Amendment to Employment Agreement
On April 25, 2025, the Company and Martin B. Winges entered into the Second Amendment to Employment Agreement (the “Second Amendment”), which is effective as of February 19, 2025. The Second Amendment amends the Employment Agreement, dated as of November 20, 2018 (the “Original Employment Agreement”), as amended and supplemented by that certain First Amendment to Employment Agreement, dated as of March 31, 2022, but effective as of February 19, 2022 (the “First Amendment,” and together with the Original Employment Agreement, collectively, the “Employment Agreement”), between the Company and Mr. Winges, as follows:
| ● | Extends the term of the Employment Agreement until February 29, 2028 (the Employment Agreement previously expired on February 20, 2025); | |
| ● | Amends the amount of the incentive bonus payable upon termination without cause or upon a change of control from the prior calendar year incentive bonus to the average of the incentive bonuses for each of the three calendar years; and | |
| ● | Adds that the Employment Agreement may be voluntarily terminated by Mr. Winges for retirement upon attaining the age of 65, and that Mr.
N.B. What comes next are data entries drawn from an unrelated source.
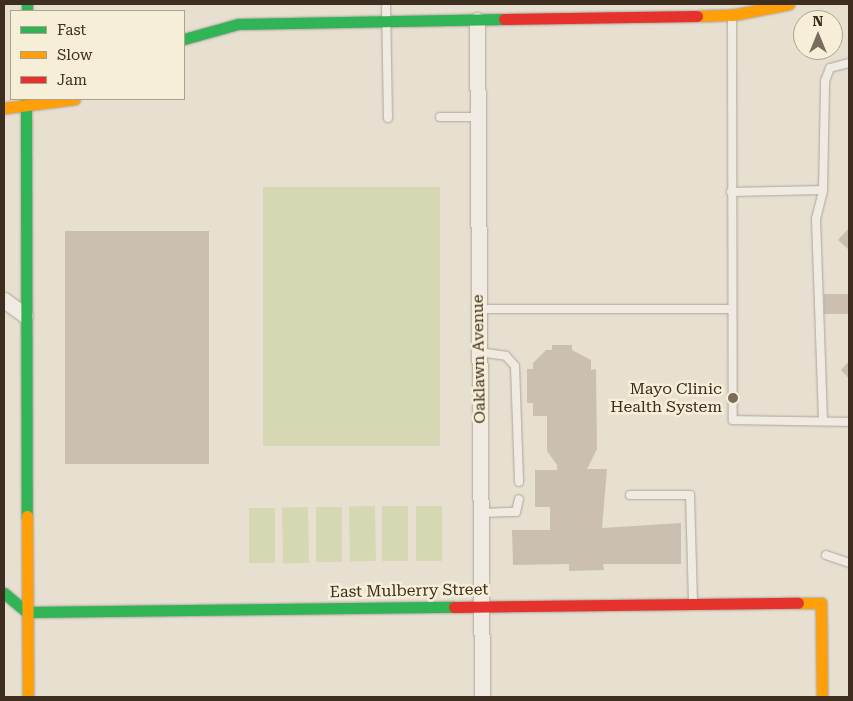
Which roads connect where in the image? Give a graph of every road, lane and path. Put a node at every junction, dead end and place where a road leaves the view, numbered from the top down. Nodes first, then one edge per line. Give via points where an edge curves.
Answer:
1 (386, 4) edge
2 (788, 4) edge
3 (691, 10) edge
4 (732, 15) junction
5 (477, 20) junction
6 (386, 22) junction
7 (185, 39) edge
8 (849, 63) edge
9 (62, 100) edge
10 (26, 103) edge
11 (4, 108) edge
12 (478, 117) junction
13 (388, 118) dead end
14 (440, 118) dead end
15 (823, 190) junction
16 (731, 192) junction
17 (4, 300) edge
18 (478, 309) junction
19 (731, 309) junction
20 (26, 315) junction
21 (479, 352) junction
22 (823, 420) junction
23 (849, 422) edge
24 (518, 482) dead end
25 (630, 495) dead end
26 (519, 499) dead end
27 (481, 513) junction
28 (826, 555) dead end
29 (849, 563) edge
30 (4, 594) edge
31 (693, 604) junction
32 (482, 606) junction
33 (27, 612) junction
34 (28, 697) edge
35 (482, 697) edge
36 (822, 697) edge

1 - 6 lane
2 - 4 street
3 - 4 street
3 - 5 street
4 - 16 lane
5 - 6 street
5 - 12 street, Oaklawn Avenue
6 - 7 street via 238,24
6 - 13 lane
8 - 15 lane via 830,68 825,82
9 - 10 street
10 - 11 street
10 - 20 street
12 - 14 lane
12 - 18 street, Oaklawn Avenue
15 - 16 lane
15 - 22 lane via 816,219
16 - 19 lane
17 - 20 street
18 - 19 lane
18 - 21 street, Oaklawn Avenue
19 - 22 lane via 733,420
20 - 33 street
21 - 24 lane via 506,356 515,366
21 - 27 street, Oaklawn Avenue
22 - 23 lane
25 - 31 lane via 690,495
26 - 27 lane via 516,512
27 - 32 street, Oaklawn Avenue
28 - 29 lane
30 - 33 street
31 - 32 street, East Mulberry Street
31 - 36 street, East Mulberry Street via 821,603
32 - 33 street, East Mulberry Street
32 - 35 street, Oaklawn Avenue
33 - 34 street

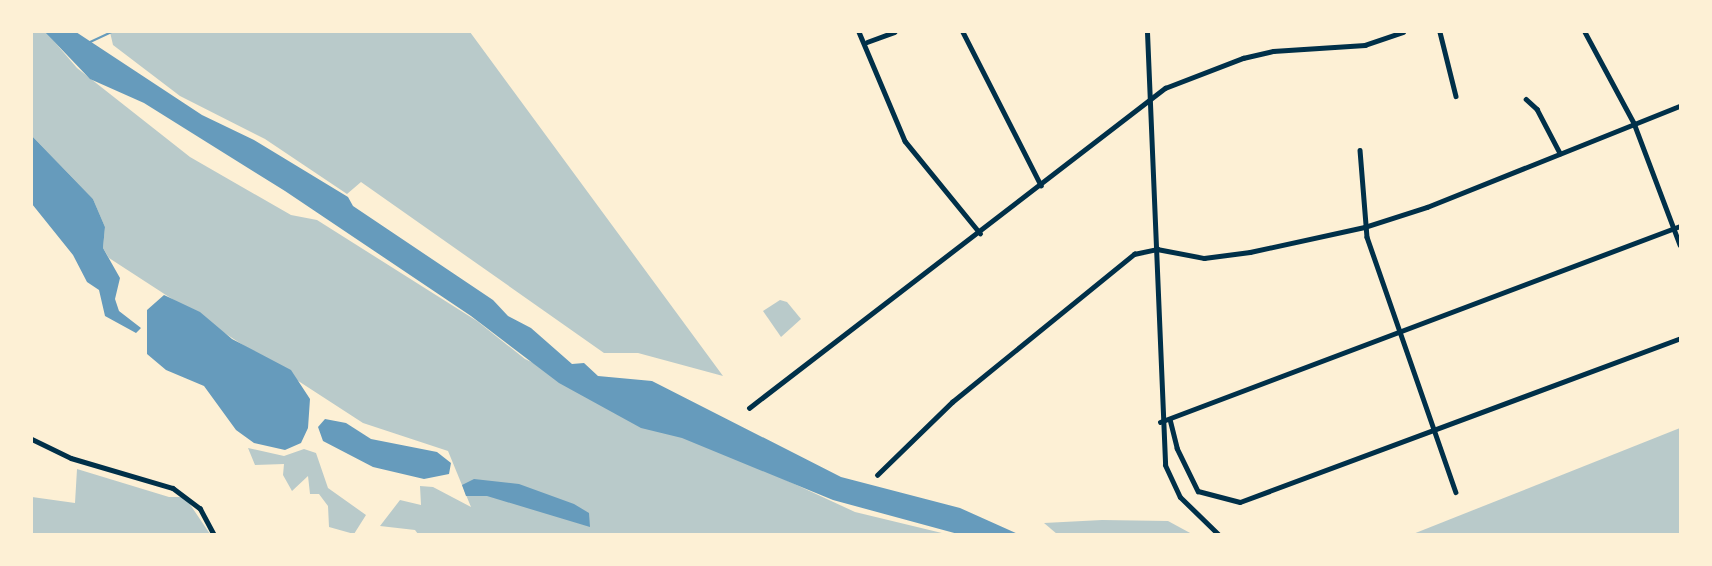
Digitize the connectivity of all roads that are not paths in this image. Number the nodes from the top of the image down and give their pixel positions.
1 (859, 32) edge
2 (894, 32) edge
3 (963, 32) edge
4 (1147, 32) edge
5 (1403, 32) edge
6 (1440, 32) edge
7 (1585, 32) edge
8 (867, 42) junction
9 (1456, 96) dead end
10 (1150, 98) junction
11 (1526, 99) dead end
12 (1681, 106) edge
13 (1634, 123) junction
14 (1360, 149) dead end
15 (1560, 153) junction
16 (1041, 185) junction
17 (1681, 226) edge
18 (1365, 227) junction
19 (1673, 229) junction
20 (980, 233) junction
21 (1681, 245) edge
22 (1157, 248) junction
23 (1404, 332) junction
24 (1681, 338) edge
25 (749, 408) dead end
26 (1170, 419) junction
27 (1160, 422) junction
28 (1433, 433) junction
29 (32, 439) edge
30 (877, 475) dead end
31 (1456, 492) dead end
32 (214, 534) edge
33 (1218, 534) edge

1 - 8 street
2 - 8 street
3 - 16 street
4 - 10 main road
5 - 10 street
6 - 9 street
7 - 13 street
8 - 20 street
10 - 16 street
10 - 22 main road
11 - 15 street
12 - 13 street
13 - 15 street
13 - 19 street
14 - 18 street
15 - 18 street
16 - 20 street
17 - 19 street
18 - 22 street
18 - 23 street
19 - 21 street
19 - 23 street
20 - 25 street
22 - 27 main road
22 - 30 street
23 - 26 street
23 - 28 street
24 - 28 street
26 - 27 street
26 - 28 street
27 - 33 main road
28 - 31 street
29 - 32 street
Winges will be entitled to receive a pro rata portion of his target incentive bonus for such current calendar year. |
The foregoing description of the Second Amendment does not purport to be complete and is qualified in its entirety by reference to the full text of the Second Amendment, which is attached as Exhibit 10.7.3 to this Current Report on Form 8-K and incorporated by reference herein.
Section 8 – Other Events
| Item 8.01 | Other Events |
The information set forth in Item 5.02 of this Current Report on Form 8-K under the caption “Board of Directors” is incorporated by reference into this Item 8.01.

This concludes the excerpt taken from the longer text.